During our visit, the waiter brought Natalie one of her L.A.-inspired creations: the mighty salmon burger, which stood several inches high with its generous slab of local salmon. It reminded me of one of those juicy California burgers where the special sauce oozes out, runs down your arms and drips in puddles on the plate below. I realized that this fabulous burger personified the farm-to-table, seasonal, and collaborative principles that Natalie and Lowell bring to their restaurants:

Handline’s concept embraces Slow Food principles.

During the Snail of Approval process, Lowell shared some important background. He stated, “The trout we source comes from McFarland Springs, which is the world’s first deliberate collaboration to responsibly farm sustainable fish. The result is a sustainable and wonderful artisanal product.” Handline now offers a fish market where customers can buy fresh fish in season and learn where their food comes from. For example, their San Francisco purveyor for halibut is Water 2 Table, focusing on hook-and-line fishing.

In addition, Natalie and Lowells’ stewardship of the land and connection to the community is at the center of their ethos.

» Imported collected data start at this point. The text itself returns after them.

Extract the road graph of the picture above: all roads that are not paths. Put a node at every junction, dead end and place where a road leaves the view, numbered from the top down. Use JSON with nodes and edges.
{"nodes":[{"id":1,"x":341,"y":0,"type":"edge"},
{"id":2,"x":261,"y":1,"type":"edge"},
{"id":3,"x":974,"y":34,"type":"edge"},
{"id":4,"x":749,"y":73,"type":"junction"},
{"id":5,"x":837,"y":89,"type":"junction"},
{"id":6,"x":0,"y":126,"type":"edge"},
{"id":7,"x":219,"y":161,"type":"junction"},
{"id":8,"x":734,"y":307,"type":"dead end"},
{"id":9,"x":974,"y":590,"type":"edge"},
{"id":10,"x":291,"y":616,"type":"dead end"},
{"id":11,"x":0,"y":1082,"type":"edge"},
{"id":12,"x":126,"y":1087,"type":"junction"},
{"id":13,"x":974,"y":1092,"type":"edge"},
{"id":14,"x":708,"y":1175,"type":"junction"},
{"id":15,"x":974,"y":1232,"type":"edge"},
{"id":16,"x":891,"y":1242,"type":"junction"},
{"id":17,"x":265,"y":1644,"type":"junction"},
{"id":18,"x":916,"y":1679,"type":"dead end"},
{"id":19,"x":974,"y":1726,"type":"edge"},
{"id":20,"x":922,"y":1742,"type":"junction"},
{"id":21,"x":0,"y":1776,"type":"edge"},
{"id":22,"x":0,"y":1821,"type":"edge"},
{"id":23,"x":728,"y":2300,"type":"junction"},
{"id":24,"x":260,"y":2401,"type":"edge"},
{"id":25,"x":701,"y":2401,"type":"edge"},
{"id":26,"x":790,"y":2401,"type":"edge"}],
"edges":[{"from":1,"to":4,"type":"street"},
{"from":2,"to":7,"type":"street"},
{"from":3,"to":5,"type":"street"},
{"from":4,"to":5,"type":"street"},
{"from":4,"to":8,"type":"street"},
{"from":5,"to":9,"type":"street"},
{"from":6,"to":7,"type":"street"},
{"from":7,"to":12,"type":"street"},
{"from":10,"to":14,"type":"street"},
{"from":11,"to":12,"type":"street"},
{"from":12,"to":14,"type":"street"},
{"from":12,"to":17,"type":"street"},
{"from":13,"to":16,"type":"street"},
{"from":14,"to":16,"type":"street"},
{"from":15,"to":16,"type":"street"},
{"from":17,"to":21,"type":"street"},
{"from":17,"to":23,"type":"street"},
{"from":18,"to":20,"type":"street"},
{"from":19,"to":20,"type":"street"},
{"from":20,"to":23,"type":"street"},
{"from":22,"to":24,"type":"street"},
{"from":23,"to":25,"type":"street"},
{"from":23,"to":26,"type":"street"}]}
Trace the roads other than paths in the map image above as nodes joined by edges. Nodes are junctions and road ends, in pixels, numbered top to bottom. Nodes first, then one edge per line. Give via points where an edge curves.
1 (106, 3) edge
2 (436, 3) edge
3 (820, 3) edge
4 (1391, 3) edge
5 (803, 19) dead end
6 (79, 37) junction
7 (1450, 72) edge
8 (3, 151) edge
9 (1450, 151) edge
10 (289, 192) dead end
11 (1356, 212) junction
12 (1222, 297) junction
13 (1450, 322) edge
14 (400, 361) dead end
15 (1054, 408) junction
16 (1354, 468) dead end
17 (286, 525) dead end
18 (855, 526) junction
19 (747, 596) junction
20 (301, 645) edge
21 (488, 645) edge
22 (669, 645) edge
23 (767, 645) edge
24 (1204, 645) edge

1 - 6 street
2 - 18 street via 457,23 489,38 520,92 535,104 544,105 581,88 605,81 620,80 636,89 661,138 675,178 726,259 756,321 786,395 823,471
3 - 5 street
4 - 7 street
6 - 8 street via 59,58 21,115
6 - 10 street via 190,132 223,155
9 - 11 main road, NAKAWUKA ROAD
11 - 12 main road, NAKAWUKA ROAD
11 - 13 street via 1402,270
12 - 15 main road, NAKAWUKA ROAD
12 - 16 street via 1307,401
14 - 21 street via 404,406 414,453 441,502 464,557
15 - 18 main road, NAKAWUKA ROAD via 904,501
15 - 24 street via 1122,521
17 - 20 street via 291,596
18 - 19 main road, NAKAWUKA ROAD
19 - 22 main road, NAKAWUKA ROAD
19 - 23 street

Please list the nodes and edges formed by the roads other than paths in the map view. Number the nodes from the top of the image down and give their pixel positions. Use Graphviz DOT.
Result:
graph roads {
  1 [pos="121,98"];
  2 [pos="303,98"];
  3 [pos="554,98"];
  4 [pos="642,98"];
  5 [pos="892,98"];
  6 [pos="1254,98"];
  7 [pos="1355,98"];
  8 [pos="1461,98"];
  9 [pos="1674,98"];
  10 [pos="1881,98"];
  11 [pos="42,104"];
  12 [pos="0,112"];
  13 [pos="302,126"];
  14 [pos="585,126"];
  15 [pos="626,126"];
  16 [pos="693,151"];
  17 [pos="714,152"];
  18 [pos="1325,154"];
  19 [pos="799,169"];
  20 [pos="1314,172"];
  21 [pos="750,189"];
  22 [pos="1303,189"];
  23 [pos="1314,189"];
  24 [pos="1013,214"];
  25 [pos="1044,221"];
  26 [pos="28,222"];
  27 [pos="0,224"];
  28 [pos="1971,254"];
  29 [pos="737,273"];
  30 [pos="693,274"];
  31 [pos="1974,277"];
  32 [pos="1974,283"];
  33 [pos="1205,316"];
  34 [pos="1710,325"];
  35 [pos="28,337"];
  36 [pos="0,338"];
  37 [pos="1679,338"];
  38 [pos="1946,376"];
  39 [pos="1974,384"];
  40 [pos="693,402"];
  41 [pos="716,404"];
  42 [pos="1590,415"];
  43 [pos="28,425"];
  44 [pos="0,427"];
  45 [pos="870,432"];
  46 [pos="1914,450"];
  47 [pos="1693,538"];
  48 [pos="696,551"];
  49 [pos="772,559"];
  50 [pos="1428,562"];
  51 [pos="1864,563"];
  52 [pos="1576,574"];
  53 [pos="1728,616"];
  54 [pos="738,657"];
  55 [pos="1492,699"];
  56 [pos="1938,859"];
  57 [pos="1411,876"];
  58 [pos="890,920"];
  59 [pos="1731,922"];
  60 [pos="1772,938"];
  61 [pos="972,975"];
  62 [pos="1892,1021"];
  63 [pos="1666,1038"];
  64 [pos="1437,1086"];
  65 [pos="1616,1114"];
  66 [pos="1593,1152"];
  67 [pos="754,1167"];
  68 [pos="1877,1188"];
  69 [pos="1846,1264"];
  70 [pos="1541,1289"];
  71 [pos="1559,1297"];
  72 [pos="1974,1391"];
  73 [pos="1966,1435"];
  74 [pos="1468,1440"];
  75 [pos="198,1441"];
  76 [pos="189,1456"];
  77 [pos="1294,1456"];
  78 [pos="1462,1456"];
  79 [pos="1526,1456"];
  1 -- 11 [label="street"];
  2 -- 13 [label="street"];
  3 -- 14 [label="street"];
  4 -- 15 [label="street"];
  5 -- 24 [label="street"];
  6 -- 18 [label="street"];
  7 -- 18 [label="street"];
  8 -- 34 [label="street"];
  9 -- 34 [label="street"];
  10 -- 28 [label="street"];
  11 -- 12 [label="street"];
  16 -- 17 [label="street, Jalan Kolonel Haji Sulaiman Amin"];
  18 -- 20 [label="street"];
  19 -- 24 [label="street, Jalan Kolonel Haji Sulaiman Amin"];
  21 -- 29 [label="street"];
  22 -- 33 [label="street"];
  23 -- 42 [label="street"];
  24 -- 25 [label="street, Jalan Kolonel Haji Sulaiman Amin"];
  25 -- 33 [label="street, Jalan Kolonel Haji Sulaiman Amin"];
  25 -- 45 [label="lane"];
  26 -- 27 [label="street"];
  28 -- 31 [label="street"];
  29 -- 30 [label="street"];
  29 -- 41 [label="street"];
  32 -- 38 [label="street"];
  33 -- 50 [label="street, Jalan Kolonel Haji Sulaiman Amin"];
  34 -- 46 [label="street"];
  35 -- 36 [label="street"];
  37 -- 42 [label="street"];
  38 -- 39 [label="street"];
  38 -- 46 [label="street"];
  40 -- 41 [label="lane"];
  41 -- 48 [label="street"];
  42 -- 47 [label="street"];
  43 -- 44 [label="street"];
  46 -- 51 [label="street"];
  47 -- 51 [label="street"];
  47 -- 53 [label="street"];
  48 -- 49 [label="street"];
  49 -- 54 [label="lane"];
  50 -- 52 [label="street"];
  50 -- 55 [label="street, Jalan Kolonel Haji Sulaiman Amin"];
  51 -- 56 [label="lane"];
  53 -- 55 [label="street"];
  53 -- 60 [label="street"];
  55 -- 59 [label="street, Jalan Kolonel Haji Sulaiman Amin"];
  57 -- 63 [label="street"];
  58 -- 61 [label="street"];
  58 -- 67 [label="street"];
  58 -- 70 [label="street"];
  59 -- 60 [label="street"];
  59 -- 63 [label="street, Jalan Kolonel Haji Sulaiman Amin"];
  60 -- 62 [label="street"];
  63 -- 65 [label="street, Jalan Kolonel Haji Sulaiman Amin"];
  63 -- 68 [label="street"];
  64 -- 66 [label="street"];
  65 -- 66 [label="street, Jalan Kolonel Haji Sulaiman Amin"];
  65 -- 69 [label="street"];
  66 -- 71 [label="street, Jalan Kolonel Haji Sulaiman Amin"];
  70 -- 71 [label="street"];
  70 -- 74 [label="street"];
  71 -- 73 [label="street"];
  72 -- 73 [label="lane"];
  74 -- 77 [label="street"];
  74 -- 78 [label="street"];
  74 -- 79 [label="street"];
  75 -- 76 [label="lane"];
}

They participate in “Dining Out for Life,” the annual dining fundraising event to raise money for AIDS service organizations. This year they took part in the “Dine and Donate” program, with 30% of each purchase going to support Sebastopol Charter School.

Handline Local Oysters Sustainable Fishing Snail of Approval

Sustainably farmed oysters

Sustainability in practice

Connection to the farming community is robust. Their family farm, named Two Belly Acres (a play on “two bellyachers”), provides 60% of the produce for their restaurants. In addition, as Lowell will tell you, “We work directly with no fewer than two dozen farmers and producers.”

Light years away from the typical L.A. burger after which it is modeled, the beef in the Handline’s burgers are “sourced from local Mindful Meats/Marin Sun Farms. Their cows live long and healthy lives as pasture-raised dairy cows. One cow alone provides over 80,000 pounds of food in her six year lifetime, in the form of milk, butter, cream, cheese, ice cream, and beef.”

Their respect for the environment extends all the way to the parking lot. When the large driveway in front of Foster’s Freeze was torn up, they used the discarded chunks of concrete to build a lovely Gabion wall around the restaurant, which keeps out the sound from passing cars and adds to the rustic yet new-age feel of the place.

Two Belly Acres Handline Family Farm

Seasonal favorites from Natalie and Lowell’s family farm

The story continues with cocktails

The dynamic couple is not stopping there. December 20, 2018, saw the grand opening of their third establishment, the Fern Bar. located in the historic Barlow district, once home to Sebastopol’s apple canning industry. The Fern Bar serves cocktails and share plates in the style of a modern American bar with a garden-to-glass focus. Perhaps you remember the term “fern bar” used in the 1970’s to refer to a trendy tavern. When entering the Fern Bar, customers find themselves inside a lush greenhouse. There are several cozy spaces lined with soft green couches, hanging plants, and sunny window seats.

Fern Bar Barlow Sebastopol

Enjoy a locally inspired cocktail in the Fern Bar

Natalie said their fern-bar idea had always been on the back burner, and she is happy to see it come to fruition. Much like Foster’s Freeze embodied the cultural history of California burger drive-ins, Natalie is firmly grounded in Sebastopol’s apple history. Now she is coming full circle. The Slow Food chapters give a big thank you to Lowell and Natalie for their passion and commitment to food that is good, clean and fair. After I try one of those enormous salmon burgers, I will be stopping by the Fern Bar for a cocktail. Want to join me?